E o estado de exceção que pode assumir muitas facetas e, portanto, muitas
justificativas, que vão desde uma emergência sanitária até uma decisão
cientificista que, em nome da ciência, vale-se de um critério meramente
empirista ou empírico-verificacionalista para determinar um plano de ação
para a sociedade. Em nome da ciência, todos deverão usar máscaras. Ou seja, ao
invés de calarmos o ser humano por atos e decretos que digam expressamente
algo atinente à sua natureza humana digna, nós vamos usar o nome da ciência
para dizer: “usem a máscara e, portanto, respeitem à ciência, porque esta
medida é cientificamente válida e comprovada”.
Com isto, obviamente, eu não quero dizer que o uso da máscara em certas
circunstâncias, em razão do coronavírus e da pandemia que tomou conta do
mundo nos últimos dias, não seja algo justificado. Obviamente é justificado em
certos casos e em certas medidas. Eu sou o primeiro a defender isso e o primeiro
a dizer que sim, o coronavírus é letal para uma faixa etária da população e é
fundamental que nós prestemos atenção a isto. Eu sou o primeiro a dizer e o
primeiro a defender isto. Só que, por trás do coronavírus e por trás da situação
pandêmica, existe um uso político ilegítimo e, portanto, impolítico, que merece
uma atenção de nossa parte.
E é curioso que, atualmente, no mundo, possamos ver que, em alguns
países, a atenção a essas coisas seja algo próprio de um movimento político que,
por assim dizer, é identificado mais com o conservadorismo e com o liberalismo
e, em outros países, como a Itália, foi exatamente a esquerda que preocupou-se
com essas medidas de emergência e em denunciar o uso político irrefreado
dessas medidas. De modo que não podemos fazer classificações, por assim dizer,
ideológicas, de esquerda ou de direita, para analisar essa situação, porque a
própria realidade empírica das democracias no Ocidente nas quais nós estamos
a viver mostram que, em alguns casos, é um grupo ideológico que toma pé
diante de uma crítica a este estado de caso e, em outros, é o outro grupo
ideológico que o faz.
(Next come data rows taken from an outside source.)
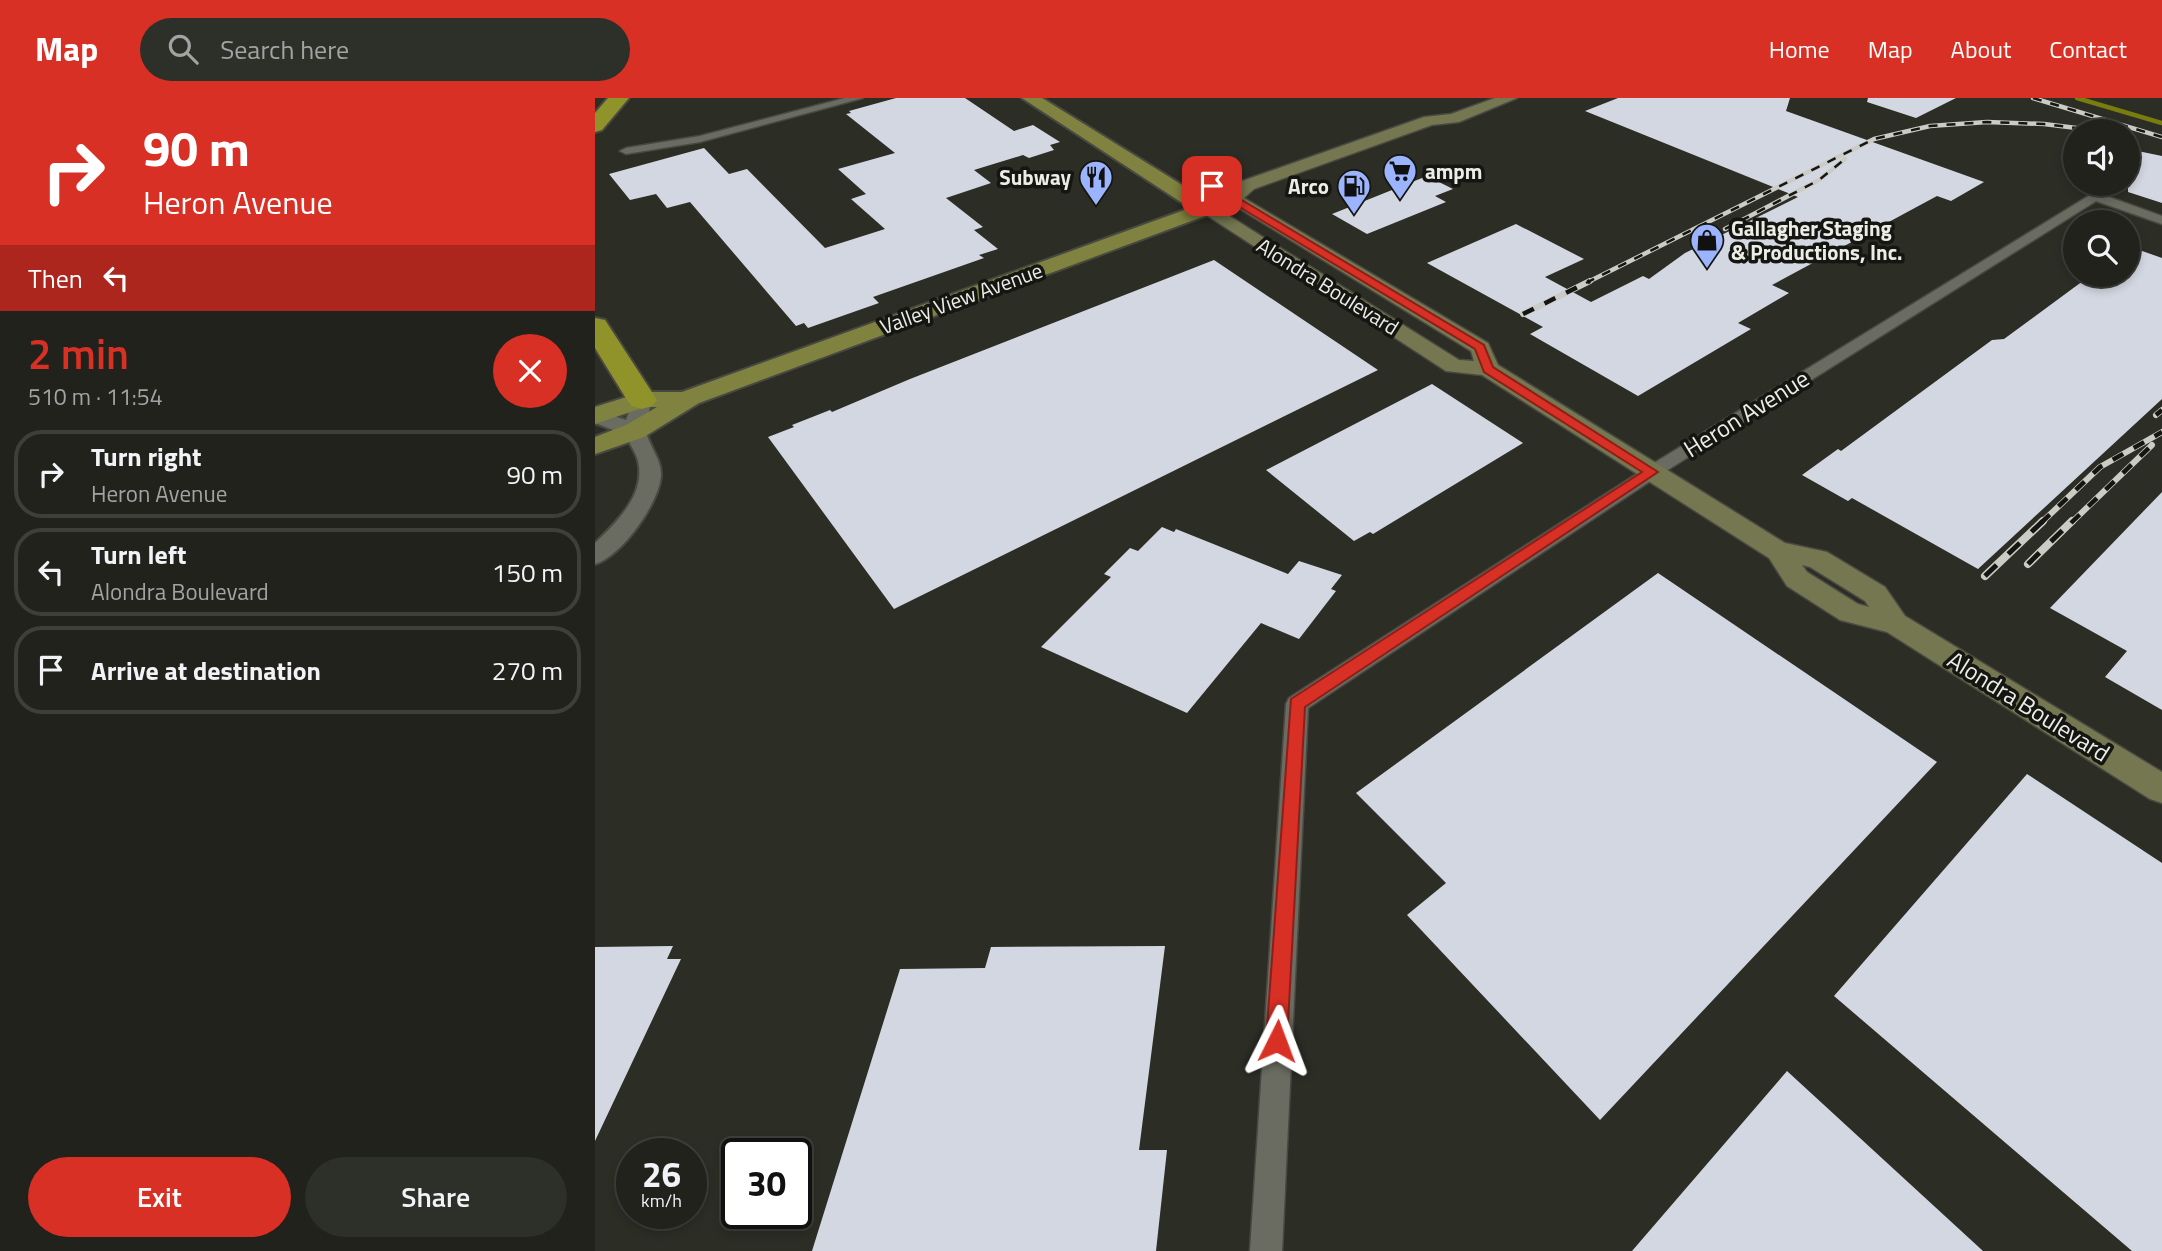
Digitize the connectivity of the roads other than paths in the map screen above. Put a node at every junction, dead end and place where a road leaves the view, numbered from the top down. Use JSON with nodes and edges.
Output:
{"nodes":[{"id":1,"x":619,"y":98,"type":"edge"},
{"id":2,"x":858,"y":98,"type":"edge"},
{"id":3,"x":1030,"y":98,"type":"edge"},
{"id":4,"x":1509,"y":98,"type":"edge"},
{"id":5,"x":595,"y":126,"type":"edge"},
{"id":6,"x":626,"y":151,"type":"dead end"},
{"id":7,"x":1209,"y":185,"type":"dead end"},
{"id":8,"x":1233,"y":199,"type":"junction"},
{"id":9,"x":1206,"y":209,"type":"junction"},
{"id":10,"x":2162,"y":220,"type":"edge"},
{"id":11,"x":595,"y":326,"type":"edge"},
{"id":12,"x":1488,"y":369,"type":"junction"},
{"id":13,"x":690,"y":398,"type":"junction"},
{"id":14,"x":642,"y":400,"type":"junction"},
{"id":15,"x":595,"y":416,"type":"edge"},
{"id":16,"x":635,"y":431,"type":"junction"},
{"id":17,"x":595,"y":446,"type":"edge"},
{"id":18,"x":1652,"y":472,"type":"junction"},
{"id":19,"x":595,"y":556,"type":"edge"},
{"id":20,"x":2162,"y":789,"type":"edge"},
{"id":21,"x":1266,"y":1251,"type":"edge"}],
"edges":[{"from":1,"to":5,"type":"highway"},
{"from":2,"to":6,"type":"street"},
{"from":3,"to":9,"type":"main road","name":"Alondra Boulevard"},
{"from":4,"to":8,"type":"main road","name":"Valley View Avenue"},
{"from":7,"to":8,"type":"main road","name":"Alondra Boulevard"},
{"from":8,"to":9,"type":"main road","name":"Valley View Avenue"},
{"from":8,"to":12,"type":"main road","name":"Alondra Boulevard"},
{"from":9,"to":12,"type":"main road","name":"Alondra Boulevard"},
{"from":9,"to":13,"type":"main road","name":"Valley View Avenue"},
{"from":10,"to":18,"type":"street","name":"Heron Avenue"},
{"from":11,"to":14,"type":"highway"},
{"from":12,"to":18,"type":"main road","name":"Alondra Boulevard"},
{"from":13,"to":14,"type":"main road","name":"Valley View Avenue"},
{"from":13,"to":16,"type":"main road","name":"Valley View Avenue"},
{"from":14,"to":15,"type":"main road","name":"Valley View Avenue"},
{"from":14,"to":16,"type":"street"},
{"from":15,"to":16,"type":"street"},
{"from":16,"to":17,"type":"main road","name":"Valley View Avenue"},
{"from":16,"to":19,"type":"street"},
{"from":18,"to":20,"type":"main road","name":"Alondra Boulevard"},
{"from":18,"to":21,"type":"street","name":"Heron Avenue"}]}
Mostrando, de um lado, a irracionalidade à qual a luta
ideológica conduz os cidadãos de algum modo dentro das respectivas
democracias e, de outro lado, que os fatos como tais exigem uma atenção que as
meras ideologias não são capazes de dar e, muitas vezes, até obscurecem essas
mesmas análises.
Não quero aqui pregar imparcialidade e neutralidade, longe de mim.
Talvez isso seja muito difícil, no mínimo. Mas, de fato, uma situação como essa
merece uma atenção que não se reduz a um escopo ideológico padrão. Parece
não subexistir dúvidas quanto a esta medida: a exigência e a necessidade de uma
análise mais afastada do ponto de vista das intenções ideológicas do observador.
Por isso, a biopolítica pode ter uma miríade de justificativas que vão desde
o cientificismo ou a plataforma econômica, como, por exemplo, em nome da
economia, nós vamos suspender a democracia e o Estado de Direito, até medidas
de caráter emergencial, como a emergência sanitária que estamos a viver.